As the patient sits down and we settle into the space, I notice my body needing to be included.
My heart is surging, my hands are hot. My cheeks prickle as my body arranges itself, slightly hunched at the shoulders.
A memory of 10 year old me at the state cross country championships appears in my mind.
I had finished second, having spent most of the race chasing something I was never going to catch.
My scrutinising brows assumed responsibility. They kept me alone, thinking it was the only way.
Something rumbles below, and I return to the room.
My belly is both firm and soft as it makes itself known.
My spine unwinds, my shoulders subside. A softening arrives, as my lungs get to work.
My heart settles and I sink into the seat. A breeze of possibility drifts into the room.
I turn towards them and we start to feel our way in.
The importance and power of the therapeutic relationship between practitioner and patient are becoming increasingly visible within our healthcare world.
Even these very words, 'therapeutic' and 'relationship', as they sit partnered with each other, may prompt discomfort within.
Our blueprint for relating comes from our parts of expertise and certainty, where disconnection from our own experiences and bodies has been routinely ingrained.
Scientific medicine teaches us to reduce those with who we work alongside.
Subsequently, the same applies to us.
We have not been afforded the necessity to reflect on our innermost, embodied, and immediate experiences. We have not been modeled this as a valuable pathway for learning and growth.
And yet, the way we are with ourselves shapes the relationship we create with the other.
To me, this is where our attention is needed and where care lives.
This beauty of a human had come to see me needing both resources and reparation, despite not explicitly requesting the latter.
She had multiple complex concerns in need of consideration, yet was spending sacred energy ruminating about exercises that only took into account her anatomical existence.
Her body was a machine, and her compliance was in question.
I remember noticing my deep breath in, steadying my inner rocky boat. I felt a rising heat and a whirring brain, as I planned my approach.
Listening for the story and the storyteller is a challenging skill that takes intention, effort, and practice.
It requires sitting with complexity and uncertainty, whilst gently holding a mental theoretical map.
In our fast-paced healthcare world, it then becomes essential that we slow down amongst the inevitable restraints.
This challenge is made inherently harder if we do not acknowledge our own experience amongst the difficulty.
And harder still, if we cannot meet our experience with gentle warmth and curiosity.
It requires us to tune into ourselves - a practice that is largely foreign to us practitioners schooled in the dominant disconnected healthcare field.
For re-connection with ourselves, it becomes vital for our humanity and dignity to be present in the room.
We need conditons that humanize the practitioner, as well as the patient.
Curiosity soon became our mutual friend.
Paying close attention, we learned more about the person she was. By welcoming the messiness, we expanded her experience of pain and deepened our shared understanding.

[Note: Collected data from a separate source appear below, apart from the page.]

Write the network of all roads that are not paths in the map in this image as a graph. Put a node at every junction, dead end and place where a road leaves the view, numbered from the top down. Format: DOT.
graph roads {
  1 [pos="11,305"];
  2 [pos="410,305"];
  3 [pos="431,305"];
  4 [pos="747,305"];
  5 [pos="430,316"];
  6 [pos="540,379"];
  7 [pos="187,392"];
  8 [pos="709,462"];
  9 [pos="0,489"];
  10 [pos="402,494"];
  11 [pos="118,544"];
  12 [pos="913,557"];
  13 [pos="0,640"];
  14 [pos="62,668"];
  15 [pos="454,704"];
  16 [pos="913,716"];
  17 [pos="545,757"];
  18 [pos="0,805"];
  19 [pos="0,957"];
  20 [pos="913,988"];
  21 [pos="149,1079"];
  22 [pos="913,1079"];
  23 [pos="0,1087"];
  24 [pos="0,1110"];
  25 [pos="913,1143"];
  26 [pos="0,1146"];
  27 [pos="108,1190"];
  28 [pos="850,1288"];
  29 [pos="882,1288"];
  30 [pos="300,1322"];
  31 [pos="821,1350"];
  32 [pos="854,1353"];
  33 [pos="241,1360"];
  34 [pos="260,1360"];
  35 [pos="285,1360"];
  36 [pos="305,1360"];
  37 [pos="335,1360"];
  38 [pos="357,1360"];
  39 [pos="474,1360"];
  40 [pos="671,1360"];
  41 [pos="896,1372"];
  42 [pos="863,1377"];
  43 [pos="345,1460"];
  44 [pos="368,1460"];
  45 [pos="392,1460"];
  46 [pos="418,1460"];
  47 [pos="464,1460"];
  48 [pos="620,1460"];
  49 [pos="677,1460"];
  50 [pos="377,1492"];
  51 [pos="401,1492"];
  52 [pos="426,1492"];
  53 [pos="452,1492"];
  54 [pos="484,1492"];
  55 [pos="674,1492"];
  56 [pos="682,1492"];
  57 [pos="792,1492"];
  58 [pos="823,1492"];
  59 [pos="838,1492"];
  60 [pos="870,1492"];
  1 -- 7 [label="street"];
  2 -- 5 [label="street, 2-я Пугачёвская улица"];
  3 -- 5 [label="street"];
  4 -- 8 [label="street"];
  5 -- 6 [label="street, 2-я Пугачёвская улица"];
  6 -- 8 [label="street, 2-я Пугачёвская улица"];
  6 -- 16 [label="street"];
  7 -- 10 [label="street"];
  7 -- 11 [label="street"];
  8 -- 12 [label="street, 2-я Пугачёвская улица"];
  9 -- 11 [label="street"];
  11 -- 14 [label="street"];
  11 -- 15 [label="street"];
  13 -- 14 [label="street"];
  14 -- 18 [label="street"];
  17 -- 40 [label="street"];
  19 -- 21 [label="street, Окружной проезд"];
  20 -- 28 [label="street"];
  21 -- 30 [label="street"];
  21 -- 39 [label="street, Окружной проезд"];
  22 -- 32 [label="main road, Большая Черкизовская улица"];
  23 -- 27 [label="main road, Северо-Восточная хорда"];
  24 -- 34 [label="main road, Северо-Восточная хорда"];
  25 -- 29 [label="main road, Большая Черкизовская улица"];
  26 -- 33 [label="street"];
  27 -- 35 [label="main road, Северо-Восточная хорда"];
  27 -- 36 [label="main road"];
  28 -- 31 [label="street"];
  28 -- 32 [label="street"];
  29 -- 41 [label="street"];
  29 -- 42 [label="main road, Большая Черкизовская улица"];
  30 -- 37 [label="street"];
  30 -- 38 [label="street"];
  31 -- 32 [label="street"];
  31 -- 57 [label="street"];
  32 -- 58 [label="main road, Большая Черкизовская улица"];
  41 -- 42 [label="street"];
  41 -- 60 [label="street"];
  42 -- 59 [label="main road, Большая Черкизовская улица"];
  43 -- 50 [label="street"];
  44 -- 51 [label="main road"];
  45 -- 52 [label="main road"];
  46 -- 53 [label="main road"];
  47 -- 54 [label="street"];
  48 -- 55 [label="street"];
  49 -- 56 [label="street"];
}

Themes such as weight stigma, health shaming, dependency for living arrangements, financial illiteracy, invisibility of emotional health, fear of the unknown, and living with a disability that can't be 'seen', were brought into the room.
We continued to explore the exercises she had been given, however we positioned ourselves underneath a different umbrella.
One that was beautifully wide, gracefully deep, and had two handles - one that fit her hand like a glove.
Walking towards the grey together, we discovered a new sort of ambiguity; one that held both pain and hope.
Tuning in, I noticed my brain slowing, and the heat shifting. Stepping into the uncertainty of not knowing had settled my inner tension.
Staying with curiosity brought a gentle ease to my ribcage.
Sensing a freshness in my lungs, I noticed a spreading warmth, slow in speed and gooey in texture.
In noticing my curiosity and the way I listened, she sensed my gentle warmth and willingness for stillness.
In a moment of quiet, she wriggled her legs and a shade of pink crept up her neck. Taking a breath, she named it out loud.
Something had shifted inside.
It was important for her to put words to her experience; to identify and make visible what was new and hopeful.
In making it real, she gave it value.
In giving it value, she structured her experience differently.
We had found ourselves co-inhabiting a place that was not the common way for a practitioner and patient to relate.
Intentionally noticing my experience and allowing it to be part of the relating meant we were seeding a different way of being.
We were cultivating new terrain, one that was ripe in possibility and made space for grace.
A place where the relationship being fostered preceded the problem solving.
I wonder if this brave discomfort leads us to a space between - where it can feel like everything we thought we knew about ourselves and the world is now in question.
Being, can be so much harder than Doing.
Moving out of the old paradigm and towards the new is a transition that requires trust and a pace that comes from within.
It is hard to let go of the old, and yet we cannot rush the new.
We know the old way is no longer serving us, yet we cannot jump straight to the 'growing' part without recognizing that we are marking the end of something.
As we move towards a place that feels right for ending, we smile into the silence.
My heart is slow, my hands are warm. My cheeks bulge as my body softens.
An experience for 40 year old me takes its gentle place in my body's memory banks.